Kigali - Rwanda said Friday relations with the United States had not changed despite Washington's criticism of Kigali over arbitrary arrests and calls for the government to respect freedom of expression.

“The relationship between the United States and Rwanda have not changed over the last many years,” Rwandan Foreign Minister Louise Mushikiwabo told reporters.

“There is no such a thing as countries agreeing 100 percent on everything being done in each one of the countries.”

Earlier this month Washington said it was “deeply concerned by the arrest and disappearance of dozens of Rwandan citizens” as well as “credible reports” of threats to journalists.

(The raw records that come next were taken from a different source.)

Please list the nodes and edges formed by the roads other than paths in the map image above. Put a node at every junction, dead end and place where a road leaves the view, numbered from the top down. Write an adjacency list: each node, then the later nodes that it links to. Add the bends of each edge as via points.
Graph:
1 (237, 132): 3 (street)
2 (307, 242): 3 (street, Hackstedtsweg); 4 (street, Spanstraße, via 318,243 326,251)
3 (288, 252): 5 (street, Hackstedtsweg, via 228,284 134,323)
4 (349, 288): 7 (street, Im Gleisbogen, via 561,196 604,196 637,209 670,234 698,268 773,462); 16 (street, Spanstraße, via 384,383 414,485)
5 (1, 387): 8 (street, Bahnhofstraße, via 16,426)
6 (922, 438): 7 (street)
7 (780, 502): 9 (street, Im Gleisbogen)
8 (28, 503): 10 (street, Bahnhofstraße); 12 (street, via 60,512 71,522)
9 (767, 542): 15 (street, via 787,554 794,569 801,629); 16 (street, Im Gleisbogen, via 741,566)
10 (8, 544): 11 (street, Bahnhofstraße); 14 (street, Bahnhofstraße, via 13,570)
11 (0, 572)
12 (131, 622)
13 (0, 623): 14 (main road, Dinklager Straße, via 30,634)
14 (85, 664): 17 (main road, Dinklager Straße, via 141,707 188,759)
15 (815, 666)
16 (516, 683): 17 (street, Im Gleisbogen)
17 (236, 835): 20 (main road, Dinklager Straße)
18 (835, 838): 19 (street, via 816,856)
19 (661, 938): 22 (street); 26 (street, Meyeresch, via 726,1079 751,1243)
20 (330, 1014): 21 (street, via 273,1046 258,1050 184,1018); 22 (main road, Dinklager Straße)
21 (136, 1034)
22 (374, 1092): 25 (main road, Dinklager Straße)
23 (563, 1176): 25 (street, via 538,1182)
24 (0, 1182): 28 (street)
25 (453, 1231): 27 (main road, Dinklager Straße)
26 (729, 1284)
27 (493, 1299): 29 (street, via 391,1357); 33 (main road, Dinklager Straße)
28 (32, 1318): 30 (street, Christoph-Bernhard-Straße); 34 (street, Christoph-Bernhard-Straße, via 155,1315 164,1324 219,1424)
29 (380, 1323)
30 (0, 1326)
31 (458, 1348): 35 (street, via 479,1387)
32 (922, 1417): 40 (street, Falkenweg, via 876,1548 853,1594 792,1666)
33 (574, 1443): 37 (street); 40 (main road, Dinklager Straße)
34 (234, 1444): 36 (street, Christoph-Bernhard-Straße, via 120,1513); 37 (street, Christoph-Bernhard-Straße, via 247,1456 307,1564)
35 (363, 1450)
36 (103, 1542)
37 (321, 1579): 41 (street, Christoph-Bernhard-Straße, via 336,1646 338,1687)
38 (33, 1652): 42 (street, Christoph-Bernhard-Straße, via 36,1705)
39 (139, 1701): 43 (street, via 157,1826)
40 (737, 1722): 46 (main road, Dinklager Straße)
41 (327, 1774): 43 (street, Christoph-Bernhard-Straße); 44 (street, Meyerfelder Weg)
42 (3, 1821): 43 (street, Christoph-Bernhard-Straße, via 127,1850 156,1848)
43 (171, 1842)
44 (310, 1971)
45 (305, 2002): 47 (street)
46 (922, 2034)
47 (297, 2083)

Rwanda swiftly rejected the criticism, saying that it was responding to threats from the Democratic Forces for the Liberation of Rwanda (FDLR) - remnants of the Hutu group linked to the 1994 genocide in which at least 800 000 mainly Tutsis died.

“The concerns of alleged disappearances when somebody is in the hands of the police or justice, that doesn't mean that the person has disappeared,” she said, adding Rwanda would not tolerate insecurity.

“Security is a very serious matter, it is for Rwanda as it is for the United States or any other country, and we will handle any acts of insecurity very robustly,” Mushikiwabo added.

“That is not changing. We also make sure that everything is done in accordance with our own laws.”

Western nations supported Kagame after the 1994 Tutsi genocide but have increasingly been critical due to his government's purported abuses against critics and alleged interference in Democratic Republic of Congo.

Human Rights Watch last month reported an increasing number of forcible disappearances in Rwanda and said there were “indications of involvement of state agents.”

Rwanda accused the New York-based group of spreading the equivalent of “political propaganda for terrorist groups.”